PROBLEM REQUIREMENTS ->
Copy each line of the material beneath that holds the word "joint".

EXTRACTED RECORDS ->
▶

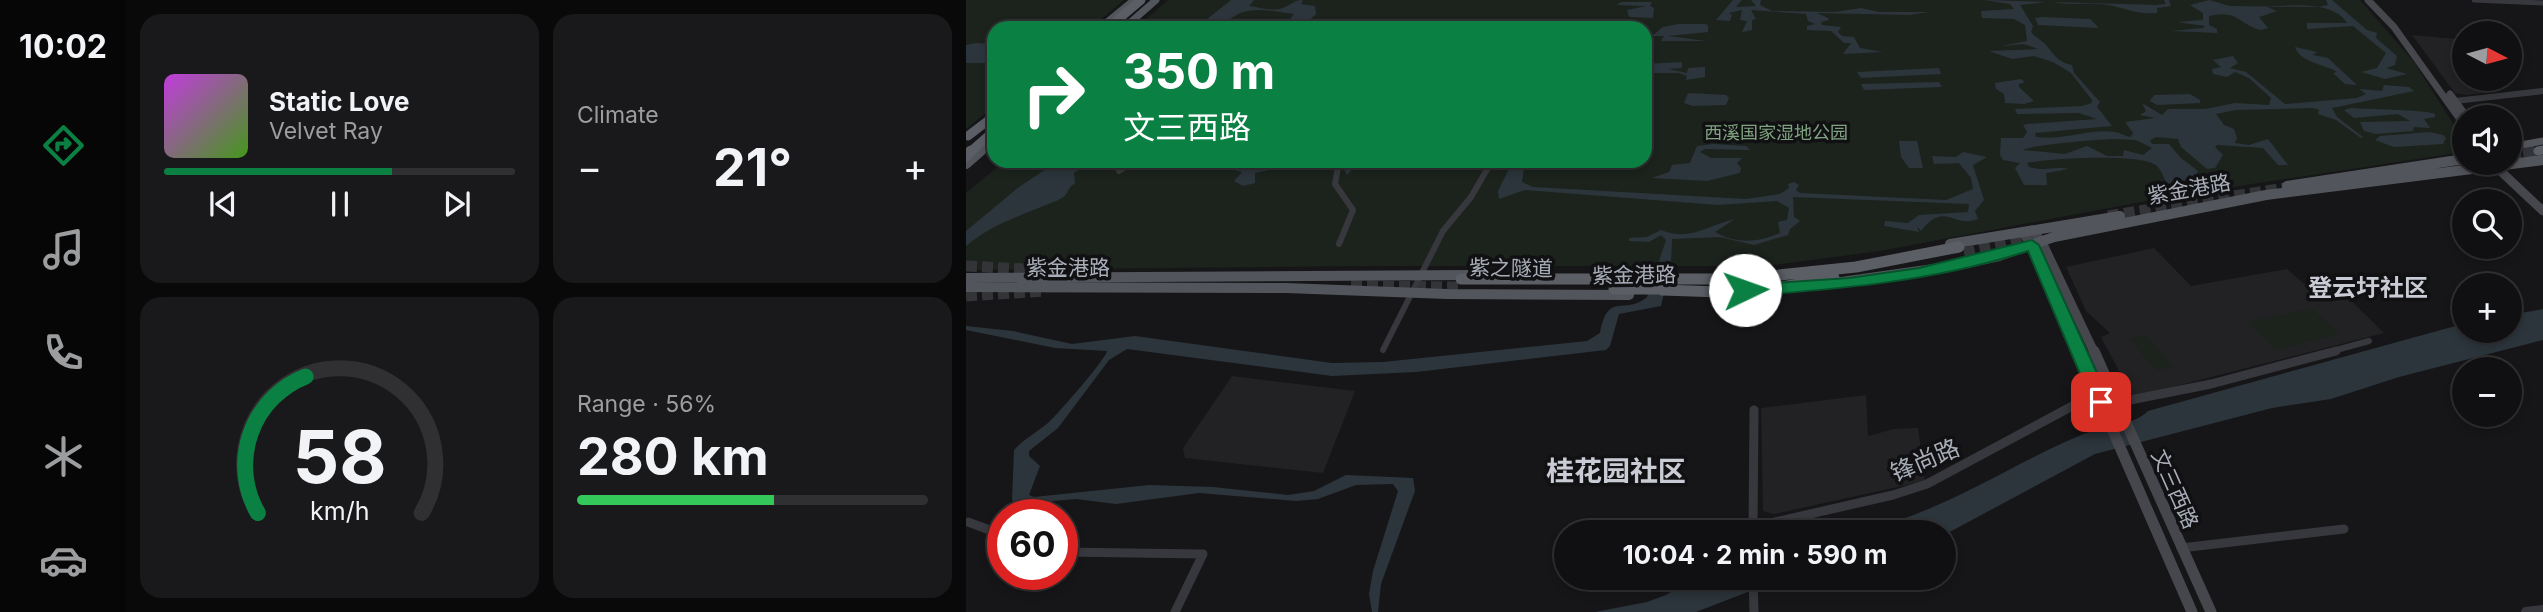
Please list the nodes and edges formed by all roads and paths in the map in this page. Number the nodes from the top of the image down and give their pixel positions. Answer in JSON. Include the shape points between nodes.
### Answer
{"nodes":[{"id":1,"x":1134,"y":0,"type":"edge"},
{"id":2,"x":1141,"y":0,"type":"edge"},
{"id":3,"x":1149,"y":0,"type":"edge"},
{"id":4,"x":1156,"y":0,"type":"edge"},
{"id":5,"x":2368,"y":0,"type":"edge"},
{"id":6,"x":2376,"y":0,"type":"edge"},
{"id":7,"x":2474,"y":0,"type":"edge"},
{"id":8,"x":2543,"y":3,"type":"edge"},
{"id":9,"x":1108,"y":21,"type":"edge"},
{"id":10,"x":1116,"y":21,"type":"edge"},
{"id":11,"x":1124,"y":21,"type":"edge"},
{"id":12,"x":1132,"y":21,"type":"edge"},
{"id":13,"x":2543,"y":91,"type":"edge"},
{"id":14,"x":2455,"y":101,"type":"junction"},
{"id":15,"x":2458,"y":105,"type":"edge"},
{"id":16,"x":2452,"y":108,"type":"edge"},
{"id":17,"x":987,"y":121,"type":"edge"},
{"id":18,"x":987,"y":131,"type":"edge"},
{"id":19,"x":967,"y":137,"type":"edge"},
{"id":20,"x":987,"y":137,"type":"edge"},
{"id":21,"x":987,"y":146,"type":"edge"},
{"id":22,"x":2522,"y":148,"type":"tunnel mouth"},
{"id":23,"x":966,"y":149,"type":"edge"},
{"id":24,"x":2542,"y":150,"type":"edge"},
{"id":25,"x":966,"y":156,"type":"edge"},
{"id":26,"x":2522,"y":157,"type":"tunnel mouth"},
{"id":27,"x":2452,"y":161,"type":"edge"},
{"id":28,"x":966,"y":164,"type":"edge"},
{"id":29,"x":1123,"y":168,"type":"edge"},
{"id":30,"x":1338,"y":168,"type":"edge"},
{"id":31,"x":1488,"y":168,"type":"edge"},
{"id":32,"x":1119,"y":171,"type":"dead end"},
{"id":33,"x":2452,"y":171,"type":"edge"},
{"id":34,"x":2508,"y":175,"type":"edge"},
{"id":35,"x":2510,"y":175,"type":"edge"},
{"id":36,"x":2543,"y":202,"type":"edge"},
{"id":37,"x":2543,"y":211,"type":"edge"},
{"id":38,"x":2027,"y":231,"type":"junction"},
{"id":39,"x":2037,"y":243,"type":"junction"},
{"id":40,"x":1339,"y":244,"type":"dead end"},
{"id":41,"x":1961,"y":250,"type":"tunnel mouth"},
{"id":42,"x":1857,"y":270,"type":"junction"},
{"id":43,"x":1420,"y":274,"type":"junction"},
{"id":44,"x":1767,"y":274,"type":"junction"},
{"id":45,"x":1438,"y":275,"type":"junction"},
{"id":46,"x":1721,"y":276,"type":"joint"},
{"id":47,"x":966,"y":278,"type":"edge"},
{"id":48,"x":1459,"y":283,"type":"tunnel mouth"},
{"id":49,"x":1648,"y":285,"type":"junction"},
{"id":50,"x":1674,"y":285,"type":"junction"},
{"id":51,"x":966,"y":287,"type":"edge"},
{"id":52,"x":1769,"y":289,"type":"junction"},
{"id":53,"x":1319,"y":290,"type":"junction"},
{"id":54,"x":1721,"y":292,"type":"joint"},
{"id":55,"x":1410,"y":293,"type":"junction"},
{"id":56,"x":1561,"y":295,"type":"junction"},
{"id":57,"x":2369,"y":341,"type":"dead end"},
{"id":58,"x":1382,"y":350,"type":"dead end"},
{"id":59,"x":2101,"y":402,"type":"junction"},
{"id":60,"x":2115,"y":403,"type":"junction"},
{"id":61,"x":1754,"y":410,"type":"dead end"},
{"id":62,"x":2115,"y":420,"type":"junction"},
{"id":63,"x":2130,"y":450,"type":"junction"},
{"id":64,"x":1753,"y":520,"type":"edge"},
{"id":65,"x":1790,"y":520,"type":"edge"},
{"id":66,"x":967,"y":523,"type":"edge"},
{"id":67,"x":2344,"y":529,"type":"dead end"},
{"id":68,"x":987,"y":530,"type":"edge"},
{"id":69,"x":2181,"y":548,"type":"junction"},
{"id":70,"x":1078,"y":551,"type":"edge"},
{"id":71,"x":1753,"y":590,"type":"edge"},
{"id":72,"x":2543,"y":610,"type":"edge"},
{"id":73,"x":1175,"y":612,"type":"edge"},
{"id":74,"x":1754,"y":612,"type":"edge"},
{"id":75,"x":2192,"y":612,"type":"edge"},
{"id":76,"x":2211,"y":612,"type":"edge"},
{"id":77,"x":2526,"y":612,"type":"edge"}],
"edges":[{"from":1,"to":9,"type":"main road"},
{"from":2,"to":10,"type":"highway"},
{"from":3,"to":11,"type":"highway"},
{"from":4,"to":12,"type":"main road"},
{"from":5,"to":16,"type":"main road","via":[[2394,27]]},
{"from":6,"to":14,"type":"main road","via":[[2402,27]]},
{"from":7,"to":8,"type":"street"},
{"from":13,"to":14,"type":"street"},
{"from":14,"to":15,"type":"main road"},
{"from":17,"to":19,"type":"highway"},
{"from":18,"to":23,"type":"highway"},
{"from":20,"to":25,"type":"highway"},
{"from":21,"to":28,"type":"main road"},
{"from":22,"to":24,"type":"main road","name":"紫金港路"},
{"from":24,"to":26,"type":"main road","name":"紫金港路"},
{"from":27,"to":38,"type":"main road","name":"紫金港路"},
{"from":29,"to":32,"type":"street"},
{"from":30,"to":40,"type":"street","via":[[1337,191],[1353,210]]},
{"from":31,"to":43,"type":"street","via":[[1443,231]]},
{"from":33,"to":39,"type":"main road","name":"紫金港路","via":[[2266,195]]},
{"from":34,"to":37,"type":"main road"},
{"from":35,"to":36,"type":"main road"},
{"from":38,"to":39,"type":"main road","name":"文三西路"},
{"from":38,"to":44,"type":"main road","name":"紫金港路"},
{"from":39,"to":52,"type":"main road","name":"紫金港路","via":[[1919,273]]},
{"from":39,"to":59,"type":"main road","name":"文三西路"},
{"from":39,"to":60,"type":"main road","name":"文三西路"},
{"from":41,"to":42,"type":"highway"},
{"from":42,"to":44,"type":"highway"},
{"from":42,"to":50,"type":"highway","name":"紫金港路","via":[[1756,285]]},
{"from":42,"to":52,"type":"highway"},
{"from":43,"to":45,"type":"main road","name":"紫金港路"},
{"from":43,"to":47,"type":"main road","name":"紫金港路"},
{"from":43,"to":53,"type":"main road","via":[[1397,290]]},
{"from":43,"to":55,"type":"street"},
{"from":44,"to":46,"type":"main road","name":"紫金港路"},
{"from":45,"to":49,"type":"main road","name":"紫金港路"},
{"from":45,"to":56,"type":"main road","via":[[1424,281],[1425,289]]},
{"from":46,"to":50,"type":"highway"},
{"from":48,"to":49,"type":"highway","name":"紫之隧道"},
{"from":49,"to":50,"type":"highway","name":"紫之隧道"},
{"from":49,"to":56,"type":"main road","name":"紫金港路"},
{"from":50,"to":54,"type":"highway"},
{"from":51,"to":53,"type":"main road","name":"紫金港路"},
{"from":52,"to":54,"type":"main road","name":"紫金港路"},
{"from":53,"to":55,"type":"main road","name":"紫金港路"},
{"from":55,"to":56,"type":"main road","name":"紫金港路"},
{"from":55,"to":58,"type":"street"},
{"from":57,"to":60,"type":"street","via":[[2148,399]]},
{"from":59,"to":62,"type":"main road","name":"文三西路"},
{"from":59,"to":65,"type":"street","name":"锋尚路","via":[[2078,403],[1927,484]]},
{"from":60,"to":62,"type":"main road","name":"文三西路"},
{"from":61,"to":64,"type":"street"},
{"from":62,"to":63,"type":"main road","name":"文三西路"},
{"from":63,"to":69,"type":"main road","name":"文三西路"},
{"from":63,"to":75,"type":"main road","name":"文三西路"},
{"from":66,"to":68,"type":"street"},
{"from":67,"to":69,"type":"street"},
{"from":69,"to":76,"type":"main road","name":"文三西路"},
{"from":70,"to":73,"type":"street","via":[[1203,554]]},
{"from":71,"to":74,"type":"street"},
{"from":72,"to":77,"type":"street"}]}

◀

FINISHED TASK ->
{"id":46,"x":1721,"y":276,"type":"joint"},
{"id":54,"x":1721,"y":292,"type":"joint"},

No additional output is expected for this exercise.